Merchants that care a lot about branding and keeping the whole experience inside checkout often lean toward direct integration. Aggregator-style flows make more sense when local payment methods are the main thing driving conversion in the markets you want to reach.
Where Kryptonim Fits in These Trade-Offs

Kryptonim is an EU-regulated platform built for low-friction crypto purchases. Users can complete a purchase without creating an account, which cuts out one of the biggest drop-off points in a first-time buyer flow.
Its pricing is clear: 2% per transaction for EU users and 4% for users in other regions, with no hidden fees. Kryptonim is a strong fit for teams that want a no-account checkout and simple pricing.
The table below turns these use cases into a quick decision check.
Side-by-Side Summary and Final Takeaways
After weighing fees, coverage, KYC, and reliability, the choice is pretty simple: go with the setup that fits your launch speed, user reach, and fee goal.
Aggregators lean toward broad coverage and fast rollout.
Direct integrations lean toward control and steadier performance.
A lot of teams take the middle path. They start with an aggregator to get live fast, then switch to direct integration in their main markets once volume grows. That approach makes sense. Early on, the main goal is getting the largest share of users to a usable balance. Fee tuning can come after that.
Use the summary below to line up each model with your stage and user base.
Comparison Table and Decision Checklist
| Metric | Aggregator | Direct Integration |
|---|---|---|
| Integration Speed | Under 1 hour to 1 week | 2–4 weeks for an API or custom build |
| Fees | Usually higher | Usually lower at volume |
| Global Coverage | Broader multi-market coverage | Depends on one provider |
| Payment Methods | More local options | Core rails |
| KYC Control | Provider-managed, with possible multiple KYC prompts | Single, reusable flow with stronger data ownership |
| Branding | Standardized widget UI | Full white-label control |
| Reliability | High, with multi-provider redundancy | Depends on one provider's uptime |
| Analytics | More fragmented across providers | Clearer transaction-level data |
| Support Model | Layered across the aggregator and underlying provider | Direct SLA with one provider |
There’s a practical way to read this.
- If your traffic is spread across regions, routing resilience matters more than a small fee gap.

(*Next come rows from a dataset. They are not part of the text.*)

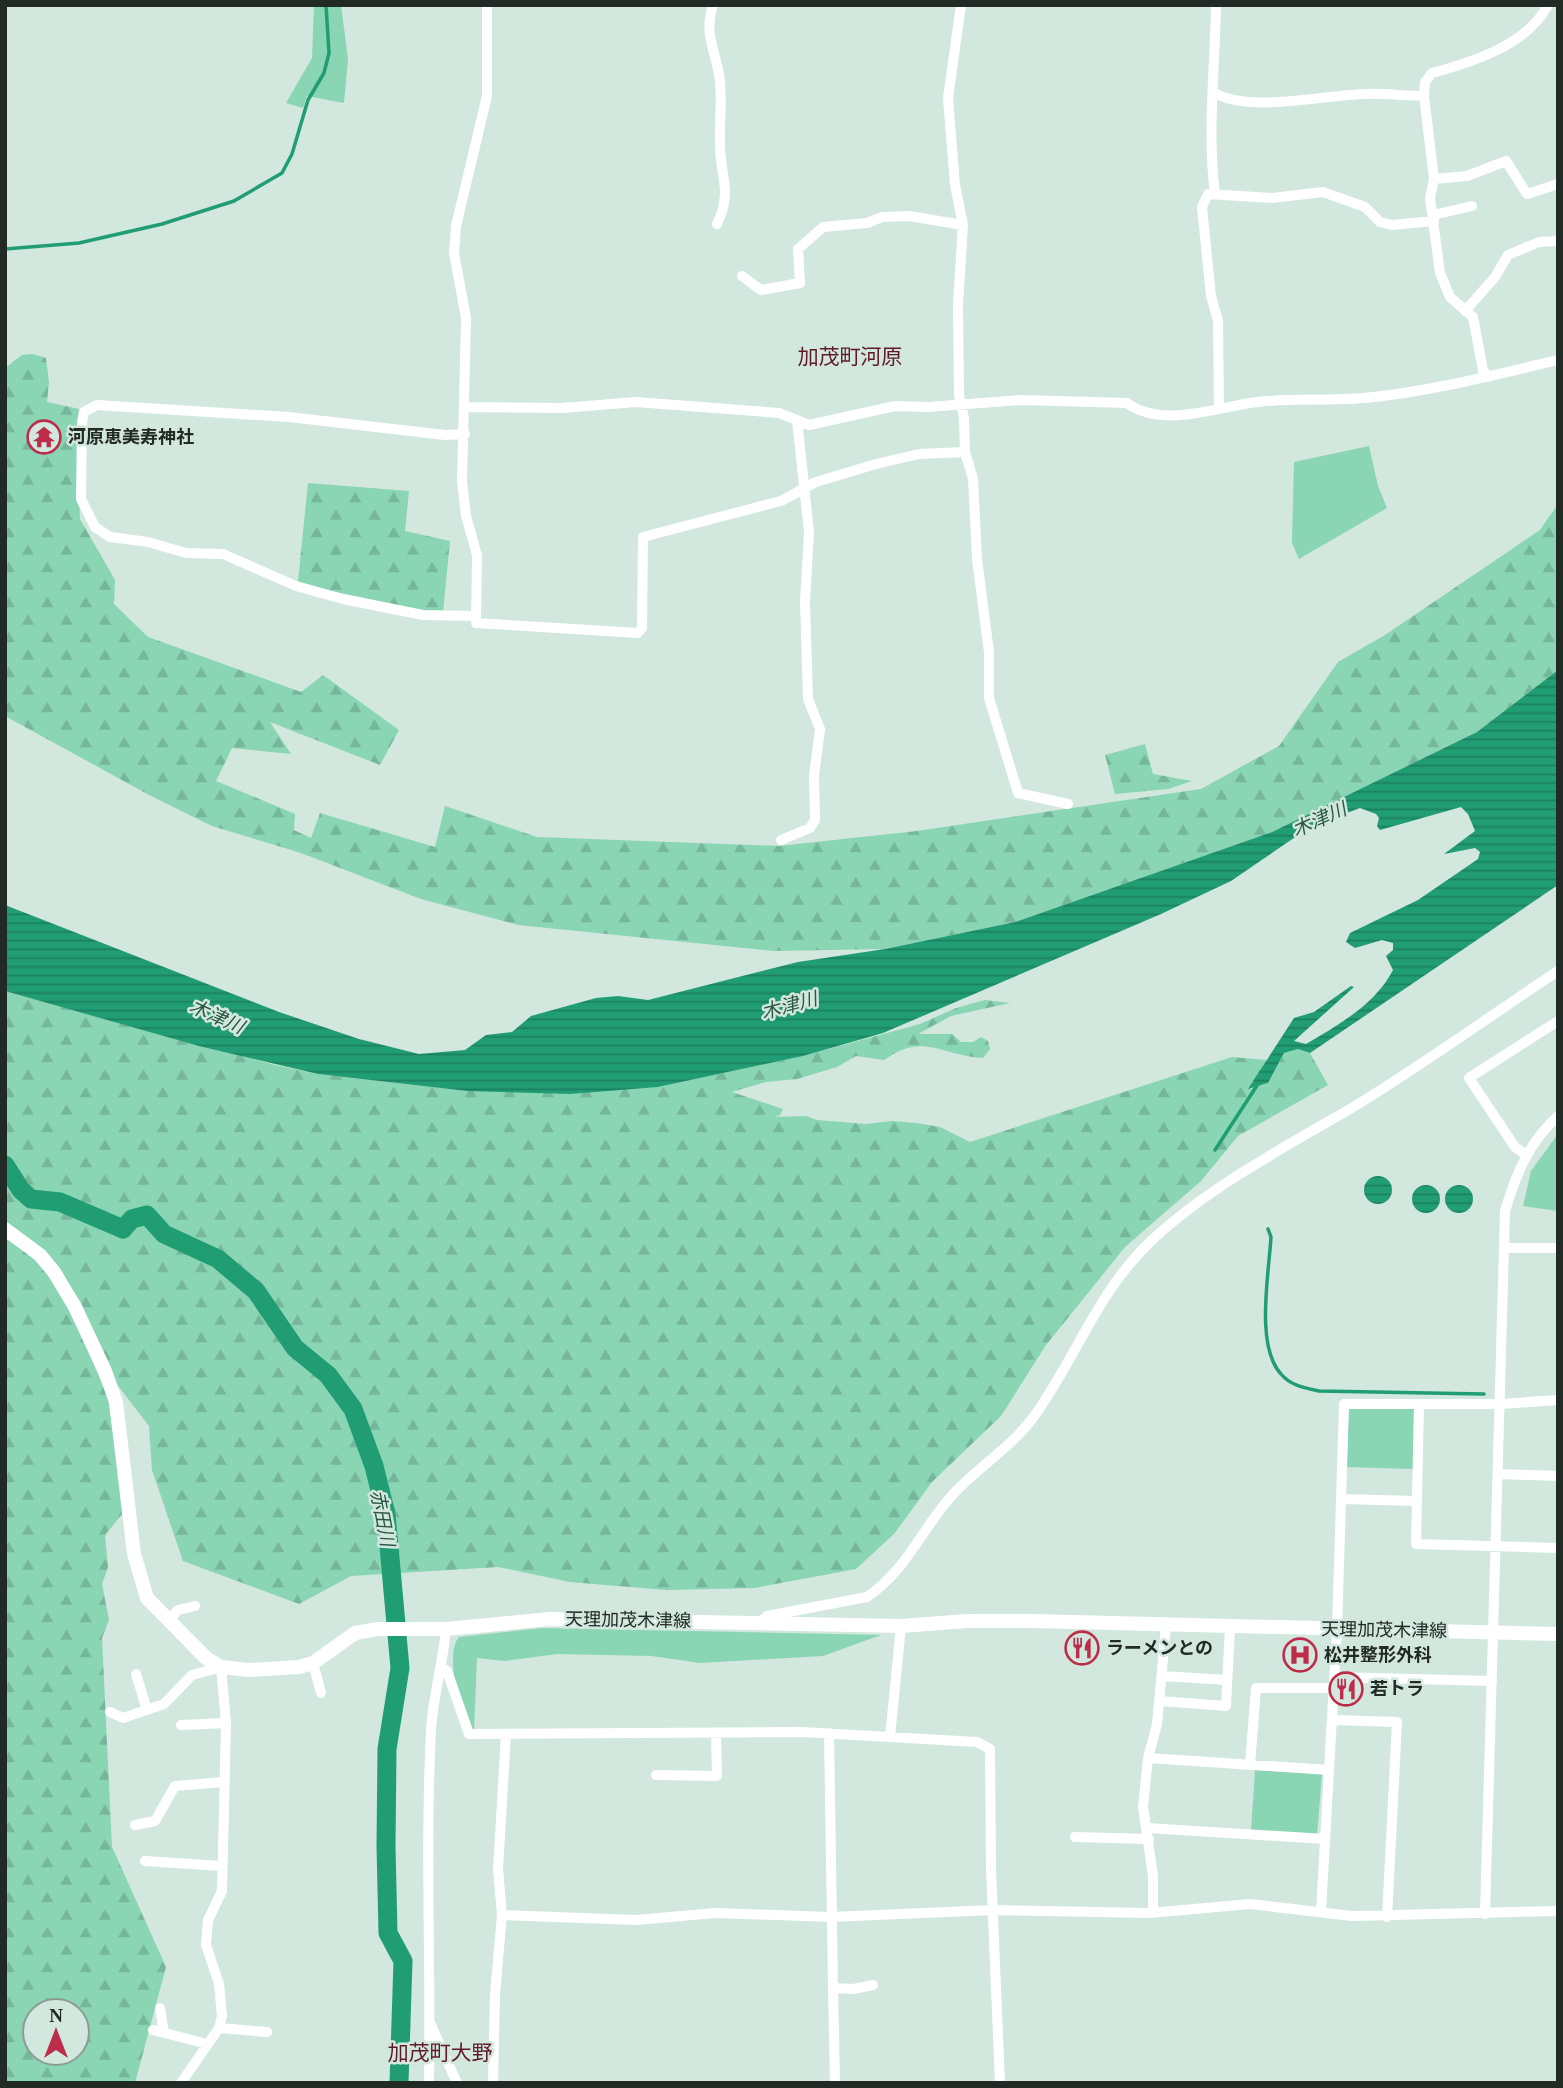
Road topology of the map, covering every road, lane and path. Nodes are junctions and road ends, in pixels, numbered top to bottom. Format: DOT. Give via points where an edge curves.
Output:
graph roads {
  1 [pos="487,5"];
  2 [pos="713,5"];
  3 [pos="961,5"];
  4 [pos="1216,5"];
  5 [pos="1548,5"];
  6 [pos="1215,93"];
  7 [pos="1424,96"];
  8 [pos="1434,179"];
  9 [pos="1558,184"];
  10 [pos="1215,194"];
  11 [pos="1472,206"];
  12 [pos="1433,218"];
  13 [pos="717,225"];
  14 [pos="963,225"];
  15 [pos="1558,241"];
  16 [pos="742,276"];
  17 [pos="1465,311"];
  18 [pos="1558,360"];
  19 [pos="1489,377"];
  20 [pos="960,404"];
  21 [pos="466,407"];
  22 [pos="1219,409"];
  23 [pos="797,420"];
  24 [pos="465,434"];
  25 [pos="965,452"];
  26 [pos="806,488"];
  27 [pos="475,616"];
  28 [pos="1068,804"];
  29 [pos="781,840"];
  30 [pos="1558,971"];
  31 [pos="1558,1021"];
  32 [pos="1558,1116"];
  33 [pos="1526,1155"];
  34 [pos="5,1229"];
  35 [pos="1505,1248"];
  36 [pos="1558,1248"];
  37 [pos="1558,1400"];
  38 [pos="1419,1404"];
  39 [pos="1501,1404"];
  40 [pos="1498,1474"];
  41 [pos="1558,1476"];
  42 [pos="1341,1499"];
  43 [pos="1417,1501"];
  44 [pos="1496,1546"];
  45 [pos="1558,1548"];
  46 [pos="195,1606"];
  47 [pos="168,1621"];
  48 [pos="760,1622"];
  49 [pos="901,1626"];
  50 [pos="1167,1626"];
  51 [pos="1230,1627"];
  52 [pos="446,1629"];
  53 [pos="1337,1630"];
  54 [pos="1494,1632"];
  55 [pos="1558,1634"];
  56 [pos="313,1663"];
  57 [pos="221,1667"];
  58 [pos="443,1668"];
  59 [pos="136,1674"];
  60 [pos="1162,1676"];
  61 [pos="1227,1681"];
  62 [pos="1492,1681"];
  63 [pos="1334,1683"];
  64 [pos="321,1693"];
  65 [pos="1160,1701"];
  66 [pos="147,1710"];
  67 [pos="110,1712"];
  68 [pos="1332,1720"];
  69 [pos="226,1723"];
  70 [pos="181,1726"];
  71 [pos="716,1733"];
  72 [pos="830,1733"];
  73 [pos="506,1734"];
  74 [pos="890,1737"];
  75 [pos="1148,1758"];
  76 [pos="1250,1765"];
  77 [pos="1329,1770"];
  78 [pos="656,1776"];
  79 [pos="223,1782"];
  80 [pos="135,1825"];
  81 [pos="1148,1833"];
  82 [pos="1075,1837"];
  83 [pos="1325,1839"];
  84 [pos="145,1861"];
  85 [pos="221,1866"];
  86 [pos="993,1910"];
  87 [pos="1321,1911"];
  88 [pos="1558,1911"];
  89 [pos="1153,1913"];
  90 [pos="1485,1914"];
  91 [pos="502,1915"];
  92 [pos="831,1917"];
  93 [pos="1387,1917"];
  94 [pos="873,1985"];
  95 [pos="833,1988"];
  96 [pos="160,2008"];
  97 [pos="430,2022"];
  98 [pos="219,2028"];
  99 [pos="267,2032"];
  100 [pos="207,2044"];
  101 [pos="181,2083"];
  102 [pos="429,2083"];
  103 [pos="457,2083"];
  104 [pos="493,2083"];
  105 [pos="835,2083"];
  106 [pos="1000,2083"];
  1 -- 21 [label="street" via="486,96 455,239 456,272 466,318"];
  2 -- 13 [label="street" via="708,34 719,74 720,160 726,182"];
  3 -- 14 [label="street" via="948,98"];
  4 -- 6 [label="street"];
  5 -- 7 [label="street" via="1539,22 1489,54 1432,73 1425,82"];
  6 -- 7 [label="street" via="1227,101"];
  6 -- 10 [label="street" via="1211,125"];
  7 -- 8 [label="street"];
  8 -- 9 [label="street" via="1467,176 1506,161 1527,194"];
  8 -- 12 [label="street" via="1430,192"];
  10 -- 12 [label="street" via="1272,198 1324,192 1365,207 1380,222 1392,225"];
  10 -- 22 [label="street" via="1208,194 1202,207 1218,321"];
  11 -- 12 [label="street"];
  12 -- 17 [label="street" via="1443,287"];
  14 -- 16 [label="street" via="909,216 823,227 798,249 800,283 761,290"];
  14 -- 20 [label="street" via="958,304"];
  15 -- 17 [label="street" via="1539,242 1508,255"];
  17 -- 19 [label="street" via="1477,327 1483,370"];
  18 -- 19 [label="street"];
  19 -- 22 [label="street" via="1364,398 1297,399"];
  20 -- 22 [label="street" via="1021,400 1127,403 1141,413"];
  20 -- 23 [label="street" via="895,406 809,425"];
  20 -- 25 [label="street"];
  21 -- 23 [label="street" via="587,407 636,402 779,413"];
  21 -- 24 [label="street"];
  23 -- 26 [label="street"];
  24 -- 27 [label="street" via="462,481 477,555"];
  24 -- 27 [label="street" via="97,405 84,412 82,422 81,499 95,527 110,537 186,554 223,554 296,586 343,598 423,615"];
  25 -- 26 [label="street" via="919,454"];
  25 -- 28 [label="street" via="974,479 989,698 1001,741 1018,793"];
  26 -- 27 [label="street" via="781,501 643,537 642,628 638,633 476,624"];
  26 -- 29 [label="street" via="808,699 820,729 814,776 816,820 810,828"];
  30 -- 48 [label="street" via="1357,1104 1261,1161 1151,1241 1106,1293 1035,1415 1016,1439 948,1500 904,1563 879,1589 857,1599 767,1616"];
  31 -- 33 [label="street" via="1469,1078 1515,1147"];
  32 -- 33 [label="street"];
  33 -- 35 [label="street" via="1505,1211"];
  34 -- 47 [label="main road" via="40,1255 54,1272 105,1371 116,1402 134,1555 147,1598"];
  35 -- 36 [label="street"];
  35 -- 39 [label="street"];
  37 -- 39 [label="street"];
  38 -- 39 [label="street"];
  38 -- 42 [label="street" via="1344,1404"];
  38 -- 43 [label="street"];
  39 -- 40 [label="street"];
  40 -- 41 [label="street"];
  40 -- 44 [label="street"];
  42 -- 43 [label="street"];
  42 -- 53 [label="street"];
  43 -- 44 [label="street" via="1416,1544"];
  44 -- 45 [label="street"];
  44 -- 54 [label="street"];
  46 -- 47 [label="street" via="178,1610"];
  47 -- 57 [label="main road"];
  48 -- 49 [label="main road, 天理加茂木津線"];
  48 -- 52 [label="main road, 天理加茂木津線" via="550,1619"];
  49 -- 50 [label="main road, 天理加茂木津線" via="980,1621"];
  49 -- 74 [label="street"];
  50 -- 51 [label="main road, 天理加茂木津線"];
  50 -- 60 [label="street"];
  51 -- 53 [label="main road, 天理加茂木津線"];
  51 -- 61 [label="street"];
  52 -- 56 [label="main road, 天理加茂木津線" via="378,1629 342,1639"];
  52 -- 58 [label="street"];
  53 -- 54 [label="main road, 天理加茂木津線"];
  53 -- 63 [label="street"];
  54 -- 55 [label="main road, 天理加茂木津線"];
  54 -- 62 [label="street"];
  56 -- 57 [label="main road, 天理加茂木津線" via="285,1669"];
  56 -- 64 [label="street"];
  57 -- 66 [label="street" via="192,1675 164,1704"];
  57 -- 69 [label="street"];
  58 -- 73 [label="street" via="470,1734"];
  58 -- 97 [label="street" via="431,1726"];
  59 -- 66 [label="street"];
  60 -- 61 [label="street"];
  60 -- 65 [label="street"];
  61 -- 65 [label="street" via="1226,1706"];
  62 -- 63 [label="street"];
  62 -- 90 [label="street"];
  63 -- 68 [label="street"];
  63 -- 76 [label="street" via="1256,1688"];
  65 -- 75 [label="street"];
  66 -- 67 [label="street" via="123,1718"];
  68 -- 77 [label="street"];
  68 -- 93 [label="street" via="1397,1721"];
  69 -- 70 [label="street"];
  69 -- 79 [label="street"];
  71 -- 72 [label="street"];
  71 -- 73 [label="street"];
  71 -- 78 [label="street" via="717,1776"];
  72 -- 74 [label="street"];
  72 -- 92 [label="street"];
  73 -- 91 [label="street" via="498,1869"];
  74 -- 86 [label="street" via="977,1742 990,1749"];
  75 -- 76 [label="street"];
  75 -- 81 [label="street" via="1143,1808"];
  76 -- 77 [label="street"];
  77 -- 83 [label="street"];
  79 -- 80 [label="street" via="175,1786 155,1821"];
  79 -- 85 [label="street"];
  81 -- 82 [label="street"];
  81 -- 83 [label="street"];
  81 -- 89 [label="street"];
  83 -- 87 [label="street"];
  84 -- 85 [label="street"];
  85 -- 98 [label="street" via="222,1891 208,1920 206,1945 219,1984"];
  86 -- 89 [label="street"];
  86 -- 92 [label="street"];
  86 -- 106 [label="street"];
  87 -- 89 [label="street" via="1250,1904"];
  87 -- 93 [label="street"];
  88 -- 90 [label="street"];
  90 -- 93 [label="street"];
  91 -- 92 [label="street" via="636,1920 715,1913"];
  91 -- 104 [label="street"];
  92 -- 95 [label="street"];
  94 -- 95 [label="street"];
  95 -- 105 [label="street"];
  96 -- 100 [label="street" via="158,2031"];
  97 -- 102 [label="street"];
  97 -- 103 [label="street"];
  98 -- 99 [label="street"];
  98 -- 100 [label="street"];
  100 -- 101 [label="street"];
}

- If most users come from one main market, direct integration usually converts better.
FAQs
How do I decide based on my users’ countries?
Look at where your users are and how they like to pay.
If most of your users are in core markets like the United States, United Kingdom, or European Union, a direct provider is often the better fit.
If your users are spread across many countries, an aggregator usually makes more sense. That’s because it can support local payment methods like PIX or UPI, which can help improve conversion.
When does direct integration become cheaper?
Direct integration gets cheaper as your platform grows, especially when monthly transaction volume goes past $10 million. At that level, direct contracts can skip aggregator markups and cut fees by 20 to 40 basis points.
It also makes more sense when you're focused on one market and a single provider already has strong pricing plus dependable payment rails, like domestic bank transfers.
How much KYC friction should I expect?
It depends on whether you work with a direct provider or an aggregator.
A direct provider usually gives you a steadier experience. In most cases, they offer hosted, prebuilt widgets that handle KYC and AML for you. That takes a lot off your team’s plate and can lower both day-to-day workload and compliance risk.
Aggregators, on the other hand, connect to multiple providers. That can help you reach more users across more markets. But there’s a trade-off: KYC rules may vary more by region, which can make the user journey feel less consistent. Support can get messier too, especially when users drop off in the middle of verification.